Alcohol addiction has the power to destroy lives – and not just the drinker’s.
For while around 1 per cent of us are thought to be dependent on alcohol, as many as one in ten are significantly affected by another adult’s reliance on alcohol or other drugs.
Often we’re quicker to spot an issue in a loved one than we are in ourselves. So how should you approach the topic with your partner if you think they’re developing a drinking problem?
Here, I use my 20 years of experience in addiction recovery to help you talk to your partner about their addiction – without destroying your relationship . . .
Think about what you want
When I work with family members affected by a loved one’s addiction, they tend to focus on changing their loved one.
This simply isn’t possible. We can only change ourselves.

The best time to talk is certainly not when your partner is intoxicated, or either of you are feeling frazzled and emotional
It is, however, possible to learn strategies to motivate change. So think about what you want and need from the conversation. What behaviour do you want enacted? What is important to you? What are your boundaries?
Write these down, and use them as a starting point to focus on what you want to address with your partner.
Do your homework
If your partner’s drinking is causing problems, it’s important to educate yourself on alcohol use disorder, and understand the role it plays in a person’s life.
When you broach it with your partner, you are likely to experience resistance or denial.
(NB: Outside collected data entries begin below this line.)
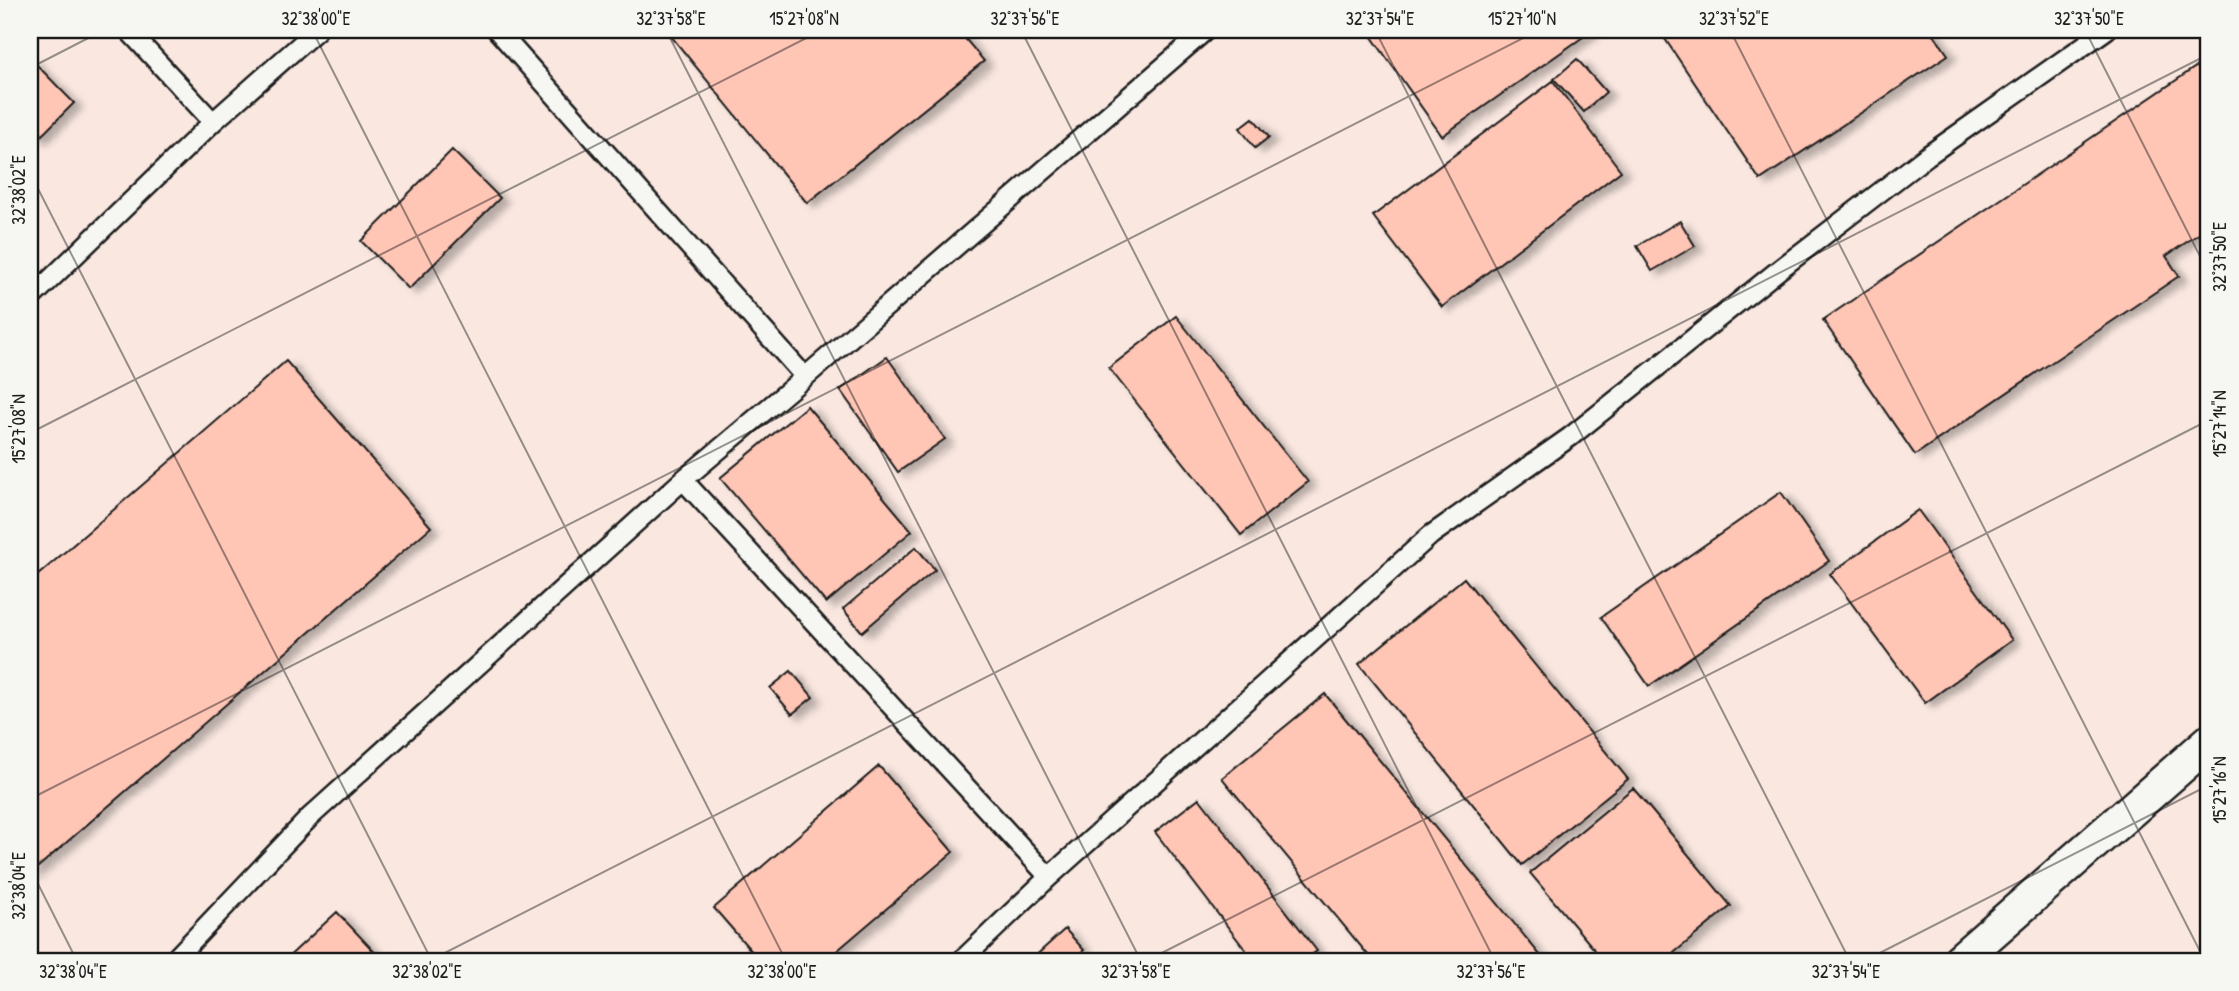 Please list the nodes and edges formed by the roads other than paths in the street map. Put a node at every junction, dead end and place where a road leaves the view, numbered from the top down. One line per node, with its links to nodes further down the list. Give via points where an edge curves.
1 (128, 30): 6 (lane)
2 (317, 30): 6 (lane)
3 (497, 30): 8 (lane)
4 (1206, 30): 8 (lane)
5 (2106, 30): 11 (lane, via 1927,156 1580,429 1431,535)
6 (213, 122): 7 (lane)
7 (30, 299)
8 (805, 377): 9 (lane)
9 (683, 480): 11 (lane); 12 (lane, via 310,817)
10 (2209, 743): 14 (street)
11 (1049, 877): 13 (lane)
12 (173, 961)
13 (961, 961)
14 (1959, 961) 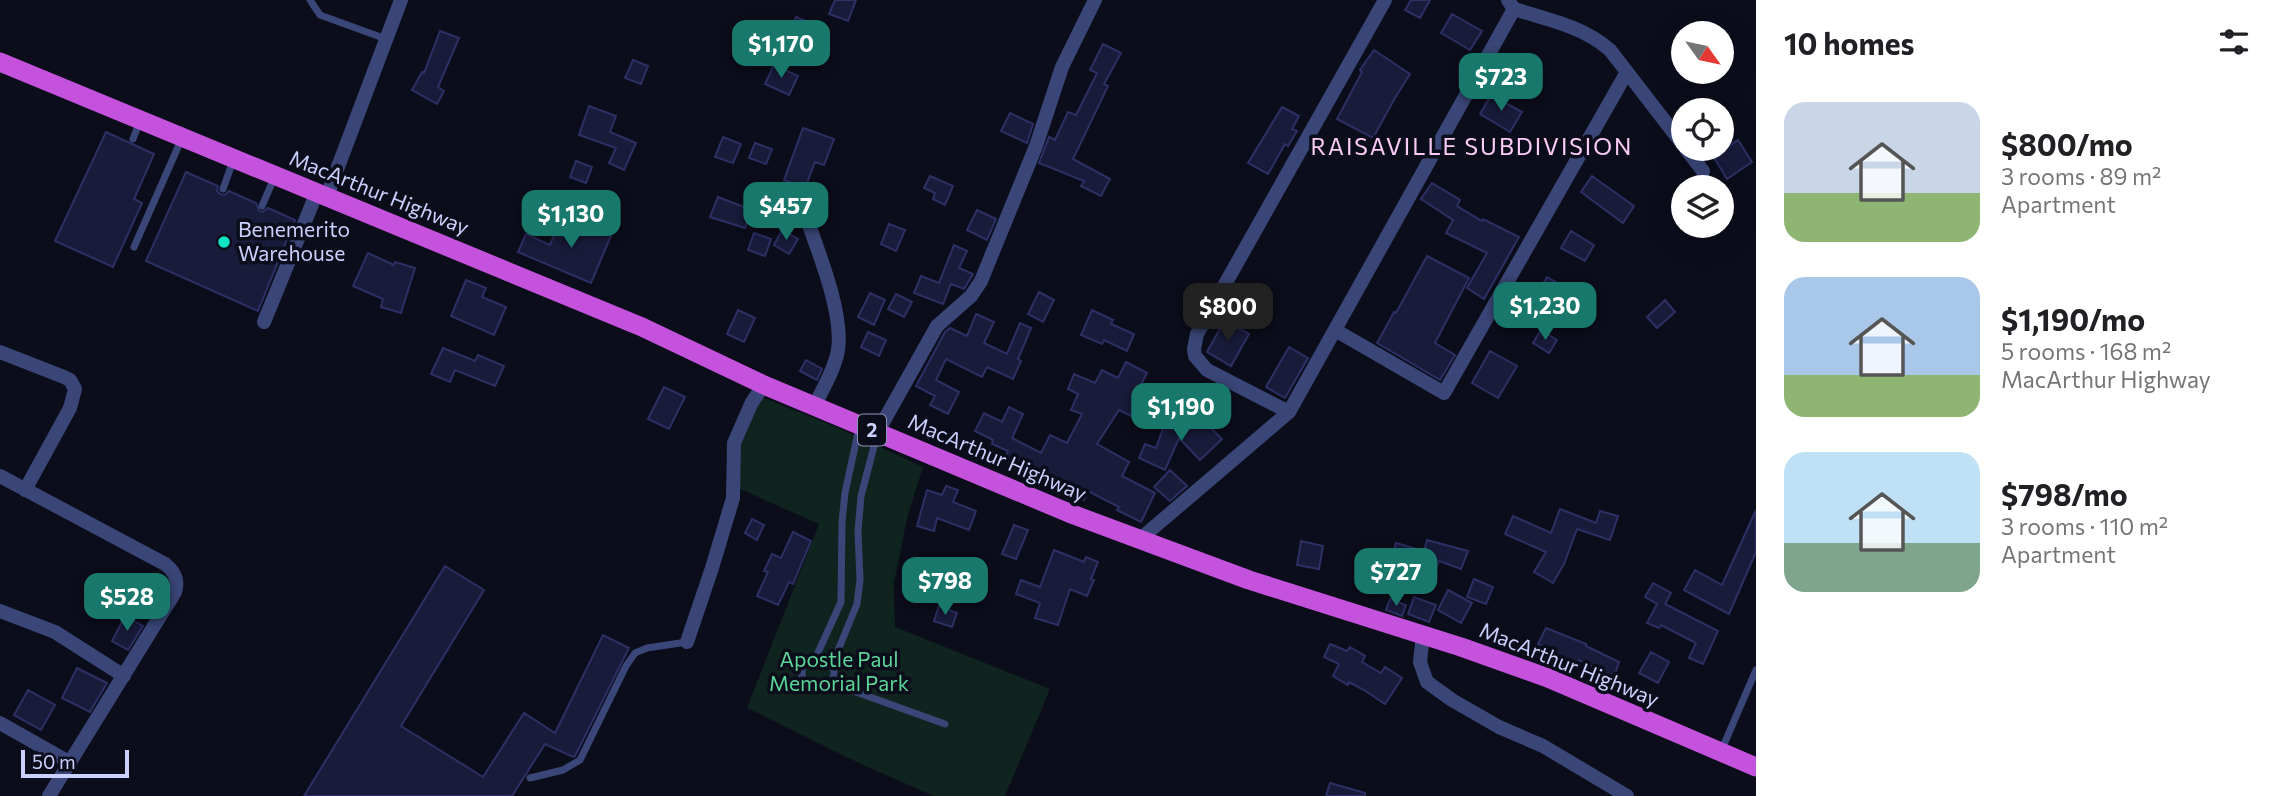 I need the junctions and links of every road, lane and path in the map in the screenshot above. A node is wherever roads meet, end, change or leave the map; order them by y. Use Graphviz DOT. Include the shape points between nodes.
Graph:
graph roads {
  1 [pos="310,0"];
  2 [pos="401,0"];
  3 [pos="1095,0"];
  4 [pos="1385,0"];
  5 [pos="1511,5"];
  6 [pos="386,40"];
  7 [pos="0,62"];
  8 [pos="1627,72"];
  9 [pos="141,120"];
  10 [pos="1671,129"];
  11 [pos="182,138"];
  12 [pos="133,139"];
  13 [pos="234,158"];
  14 [pos="1696,161"];
  15 [pos="1703,171"];
  16 [pos="275,175"];
  17 [pos="223,189"];
  18 [pos="322,194"];
  19 [pos="802,205"];
  20 [pos="262,206"];
  21 [pos="134,247"];
  22 [pos="264,322"];
  23 [pos="1335,330"];
  24 [pos="0,352"];
  25 [pos="764,385"];
  26 [pos="815,405"];
  27 [pos="1289,412"];
  28 [pos="869,428"];
  29 [pos="852,463"];
  30 [pos="868,467"];
  31 [pos="0,476"];
  32 [pos="25,491"];
  33 [pos="845,493"];
  34 [pos="861,496"];
  35 [pos="1139,540"];
  36 [pos="841,602"];
  37 [pos="857,604"];
  38 [pos="0,611"];
  39 [pos="1423,635"];
  40 [pos="687,642"];
  41 [pos="816,657"];
  42 [pos="832,665"];
  43 [pos="1756,670"];
  44 [pos="124,676"];
  45 [pos="831,683"];
  46 [pos="0,723"];
  47 [pos="945,724"];
  48 [pos="1720,752"];
  49 [pos="69,762"];
  50 [pos="1756,767"];
  51 [pos="530,778"];
  52 [pos="49,796"];
  53 [pos="1627,796"];
  1 -- 6 [label="lane" via="320,15"];
  2 -- 6 [label="street"];
  3 -- 28 [label="street" via="1062,67 1036,146 981,281 937,326"];
  4 -- 27 [label="street" via="1197,334 1195,356 1207,370"];
  5 -- 8 [label="street" via="1583,30 1610,50"];
  5 -- 23 [label="street"];
  6 -- 18 [label="street"];
  7 -- 9 [label="highway, MacArthur Highway / 2"];
  8 -- 10 [label="street"];
  8 -- 23 [label="street" via="1444,393"];
  9 -- 11 [label="highway, MacArthur Highway / 2"];
  9 -- 12 [label="lane"];
  11 -- 13 [label="highway, MacArthur Highway / 2"];
  11 -- 21 [label="lane"];
  13 -- 16 [label="highway, MacArthur Highway / 2"];
  13 -- 17 [label="lane"];
  14 -- 15 [label="street"];
  16 -- 18 [label="highway, MacArthur Highway / 2"];
  16 -- 20 [label="lane"];
  18 -- 22 [label="street"];
  18 -- 25 [label="highway, MacArthur Highway / 2" via="642,327"];
  19 -- 26 [label="street" via="839,324 837,356"];
  23 -- 27 [label="street"];
  24 -- 32 [label="street" via="64,377 75,389 70,408"];
  25 -- 26 [label="highway, MacArthur Highway / 2"];
  25 -- 40 [label="street" via="734,443 733,498"];
  26 -- 28 [label="highway, MacArthur Highway / 2"];
  27 -- 35 [label="street"];
  28 -- 29 [label="lane"];
  28 -- 30 [label="lane"];
  28 -- 35 [label="highway, MacArthur Highway / 2"];
  29 -- 30 [label="lane"];
  29 -- 33 [label="lane"];
  30 -- 34 [label="lane"];
  31 -- 32 [label="street"];
  32 -- 44 [label="street" via="175,573 175,592"];
  33 -- 34 [label="lane"];
  33 -- 36 [label="lane"];
  34 -- 37 [label="lane"];
  35 -- 39 [label="highway, MacArthur Highway / 2"];
  36 -- 37 [label="lane"];
  36 -- 41 [label="lane"];
  37 -- 42 [label="lane"];
  38 -- 44 [label="street" via="55,632"];
  39 -- 48 [label="highway, MacArthur Highway / 2" via="1548,678"];
  39 -- 53 [label="street" via="1420,662 1427,682"];
  40 -- 51 [label="lane" via="635,653 580,760 563,770"];
  41 -- 42 [label="lane"];
  41 -- 45 [label="lane" via="803,669 804,681 814,689"];
  42 -- 45 [label="lane"];
  43 -- 48 [label="lane"];
  44 -- 49 [label="street"];
  45 -- 47 [label="lane"];
  46 -- 49 [label="street"];
  48 -- 50 [label="highway, MacArthur Highway / 2"];
  49 -- 52 [label="street"];
}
This is totally normal; where there is psychological or physiological dependence, alcohol is the priority over all else.
Being informed on alcohol dependency means that if you experience pushback, gaslighting or manipulation, you can hold firm in your belief that there is an issue.
Keep things casual
Whatever you do, do not stage a group intervention.
This is a private conversation about your concern for your partner and how their behaviour affects your intimate relationship. Being bombarded by family and friends will just cause them to feel ganged up on and go on the defensive.
So when is the best time to talk? Certainly not when your partner is intoxicated, or either of you are feeling frazzled and emotional. Nobody likes being sat down at a table like a job interview, so take a walk, a drive, or go for a coffee. Neutral turf will keep the conversation calm.
Prepare options for support
Spend an hour or so online finding support options that fit your budget. Free options include peer support such as Alcoholics Anonymous (AA).
I recommend SMART Recovery because it’s a science-based programme that helps people change their relationship with alcohol using practical tools from cognitive behavioural therapy. Unlike traditional 12-step programmes, it emphasises self-empowerment and practical techniques rather than labels or lifelong commitment.
Local authorities also provide free-to-access support.
Other pathways to recovery include therapy, counselling, rehab, coaching and even residential recovery housing.
Offering specific options for support when you speak to a loved one is ideal because it plants the seed for recovery and change and also shows you are ready to support that change.
However, the likelihood is that they will say they can do it all by themselves. Fine; try it. But don’t be afraid to return to the conversation after a month. Addiction thrives on secrets. Shine a spotlight on it.
Make it about YOU, not them
The communication strategy I teach my clients is ‘I statements’. This retains the focus on your feelings instead of your loved one’s behaviour. As soon as ‘you’ is used as a conversation starter, we tend to shut down. We feel accused, undermined or ‘told off’.
Instead, for example, you could say: ‘I feel concerned when drinking leads to missed plans because it affects our time together and creates distance between us. What I need is to have an open conversation about how we can handle this moving forward.’
You could also try this to open up a conversation about support: ‘I feel really worried when drinking seems to be affecting your mood and our relationship because I care about you and want the best for both of us. What I need is for us to explore some support options together.’
Or, if you have children: ‘I feel really worried when drinking affects your ability to be present for the children because they are starting to notice when things aren’t right. What I need is for us to talk about how we can ensure they have the stability and support they need.’
Get your own help
Families need support in their own right; that’s why I set up my family support service, The Vesta Approach (vestaapproach.co.uk).
Living with a loved one’s problematic alcohol or drug use causes significant stress and impacts every aspect of family life, including finances, job stability and children.
For too long, we have been promoting recovery support for individuals, but statistics show that as many as one in five children are affected by their parent’s drinking.
The earlier these conversations happen, the better chance you have of supporting your loved one in making a change. And getting the right support for yourself prevents addiction taking over your life.